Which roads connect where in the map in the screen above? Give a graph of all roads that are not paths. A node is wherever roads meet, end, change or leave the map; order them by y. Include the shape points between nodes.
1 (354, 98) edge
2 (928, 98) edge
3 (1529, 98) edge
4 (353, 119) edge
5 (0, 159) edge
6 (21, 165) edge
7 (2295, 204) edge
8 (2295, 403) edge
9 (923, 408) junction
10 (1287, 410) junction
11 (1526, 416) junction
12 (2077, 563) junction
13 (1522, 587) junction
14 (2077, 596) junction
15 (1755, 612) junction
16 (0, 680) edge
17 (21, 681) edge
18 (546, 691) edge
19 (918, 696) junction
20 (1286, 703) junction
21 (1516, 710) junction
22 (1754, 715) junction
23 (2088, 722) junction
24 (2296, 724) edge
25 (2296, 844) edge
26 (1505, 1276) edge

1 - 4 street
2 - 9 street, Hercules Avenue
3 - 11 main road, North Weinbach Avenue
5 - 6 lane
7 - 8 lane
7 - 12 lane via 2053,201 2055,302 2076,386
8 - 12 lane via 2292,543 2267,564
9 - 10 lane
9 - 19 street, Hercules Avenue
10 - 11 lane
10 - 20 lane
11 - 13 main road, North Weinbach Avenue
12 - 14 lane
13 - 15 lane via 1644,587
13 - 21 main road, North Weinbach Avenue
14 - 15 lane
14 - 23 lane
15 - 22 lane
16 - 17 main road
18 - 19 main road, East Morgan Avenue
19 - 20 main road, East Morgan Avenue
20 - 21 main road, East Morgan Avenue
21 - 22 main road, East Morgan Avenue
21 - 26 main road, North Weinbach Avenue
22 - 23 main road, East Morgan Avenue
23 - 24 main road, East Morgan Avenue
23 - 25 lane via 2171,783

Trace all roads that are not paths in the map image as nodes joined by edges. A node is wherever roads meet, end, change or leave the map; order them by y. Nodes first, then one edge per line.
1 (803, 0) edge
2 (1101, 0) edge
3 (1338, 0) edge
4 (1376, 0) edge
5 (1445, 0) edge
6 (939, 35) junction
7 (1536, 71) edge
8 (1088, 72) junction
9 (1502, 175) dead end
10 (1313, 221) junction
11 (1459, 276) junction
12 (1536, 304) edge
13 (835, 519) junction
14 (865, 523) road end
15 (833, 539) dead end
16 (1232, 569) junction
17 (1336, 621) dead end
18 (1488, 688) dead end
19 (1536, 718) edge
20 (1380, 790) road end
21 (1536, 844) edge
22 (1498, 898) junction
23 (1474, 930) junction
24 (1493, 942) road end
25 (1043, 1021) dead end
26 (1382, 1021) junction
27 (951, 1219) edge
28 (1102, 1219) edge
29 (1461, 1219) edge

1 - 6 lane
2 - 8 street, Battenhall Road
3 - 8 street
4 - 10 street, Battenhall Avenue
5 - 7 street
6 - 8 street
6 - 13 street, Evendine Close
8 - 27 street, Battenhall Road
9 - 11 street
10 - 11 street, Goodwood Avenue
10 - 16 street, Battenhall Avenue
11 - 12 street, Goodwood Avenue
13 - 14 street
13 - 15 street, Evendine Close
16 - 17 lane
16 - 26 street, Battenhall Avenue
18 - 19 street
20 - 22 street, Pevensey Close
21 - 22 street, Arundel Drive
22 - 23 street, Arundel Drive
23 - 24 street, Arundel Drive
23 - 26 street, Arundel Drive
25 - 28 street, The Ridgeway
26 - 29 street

▬▬▬

» **WHAT YOU ARE ASKED TO DO**:
Each record above has to be repeated word for word.

» **ANSWER SECTION**:
Which roads connect where in the map in the screen above? Give a graph of all roads that are not paths. A node is wherever roads meet, end, change or leave the map; order them by y. Include the shape points between nodes.
1 (354, 98) edge
2 (928, 98) edge
3 (1529, 98) edge
4 (353, 119) edge
5 (0, 159) edge
6 (21, 165) edge
7 (2295, 204) edge
8 (2295, 403) edge
9 (923, 408) junction
10 (1287, 410) junction
11 (1526, 416) junction
12 (2077, 563) junction
13 (1522, 587) junction
14 (2077, 596) junction
15 (1755, 612) junction
16 (0, 680) edge
17 (21, 681) edge
18 (546, 691) edge
19 (918, 696) junction
20 (1286, 703) junction
21 (1516, 710) junction
22 (1754, 715) junction
23 (2088, 722) junction
24 (2296, 724) edge
25 (2296, 844) edge
26 (1505, 1276) edge

1 - 4 street
2 - 9 street, Hercules Avenue
3 - 11 main road, North Weinbach Avenue
5 - 6 lane
7 - 8 lane
7 - 12 lane via 2053,201 2055,302 2076,386
8 - 12 lane via 2292,543 2267,564
9 - 10 lane
9 - 19 street, Hercules Avenue
10 - 11 lane
10 - 20 lane
11 - 13 main road, North Weinbach Avenue
12 - 14 lane
13 - 15 lane via 1644,587
13 - 21 main road, North Weinbach Avenue
14 - 15 lane
14 - 23 lane
15 - 22 lane
16 - 17 main road
18 - 19 main road, East Morgan Avenue
19 - 20 main road, East Morgan Avenue
20 - 21 main road, East Morgan Avenue
21 - 22 main road, East Morgan Avenue
21 - 26 main road, North Weinbach Avenue
22 - 23 main road, East Morgan Avenue
23 - 24 main road, East Morgan Avenue
23 - 25 lane via 2171,783

Trace all roads that are not paths in the map image as nodes joined by edges. A node is wherever roads meet, end, change or leave the map; order them by y. Nodes first, then one edge per line.
1 (803, 0) edge
2 (1101, 0) edge
3 (1338, 0) edge
4 (1376, 0) edge
5 (1445, 0) edge
6 (939, 35) junction
7 (1536, 71) edge
8 (1088, 72) junction
9 (1502, 175) dead end
10 (1313, 221) junction
11 (1459, 276) junction
12 (1536, 304) edge
13 (835, 519) junction
14 (865, 523) road end
15 (833, 539) dead end
16 (1232, 569) junction
17 (1336, 621) dead end
18 (1488, 688) dead end
19 (1536, 718) edge
20 (1380, 790) road end
21 (1536, 844) edge
22 (1498, 898) junction
23 (1474, 930) junction
24 (1493, 942) road end
25 (1043, 1021) dead end
26 (1382, 1021) junction
27 (951, 1219) edge
28 (1102, 1219) edge
29 (1461, 1219) edge

1 - 6 lane
2 - 8 street, Battenhall Road
3 - 8 street
4 - 10 street, Battenhall Avenue
5 - 7 street
6 - 8 street
6 - 13 street, Evendine Close
8 - 27 street, Battenhall Road
9 - 11 street
10 - 11 street, Goodwood Avenue
10 - 16 street, Battenhall Avenue
11 - 12 street, Goodwood Avenue
13 - 14 street
13 - 15 street, Evendine Close
16 - 17 lane
16 - 26 street, Battenhall Avenue
18 - 19 street
20 - 22 street, Pevensey Close
21 - 22 street, Arundel Drive
22 - 23 street, Arundel Drive
23 - 24 street, Arundel Drive
23 - 26 street, Arundel Drive
25 - 28 street, The Ridgeway
26 - 29 street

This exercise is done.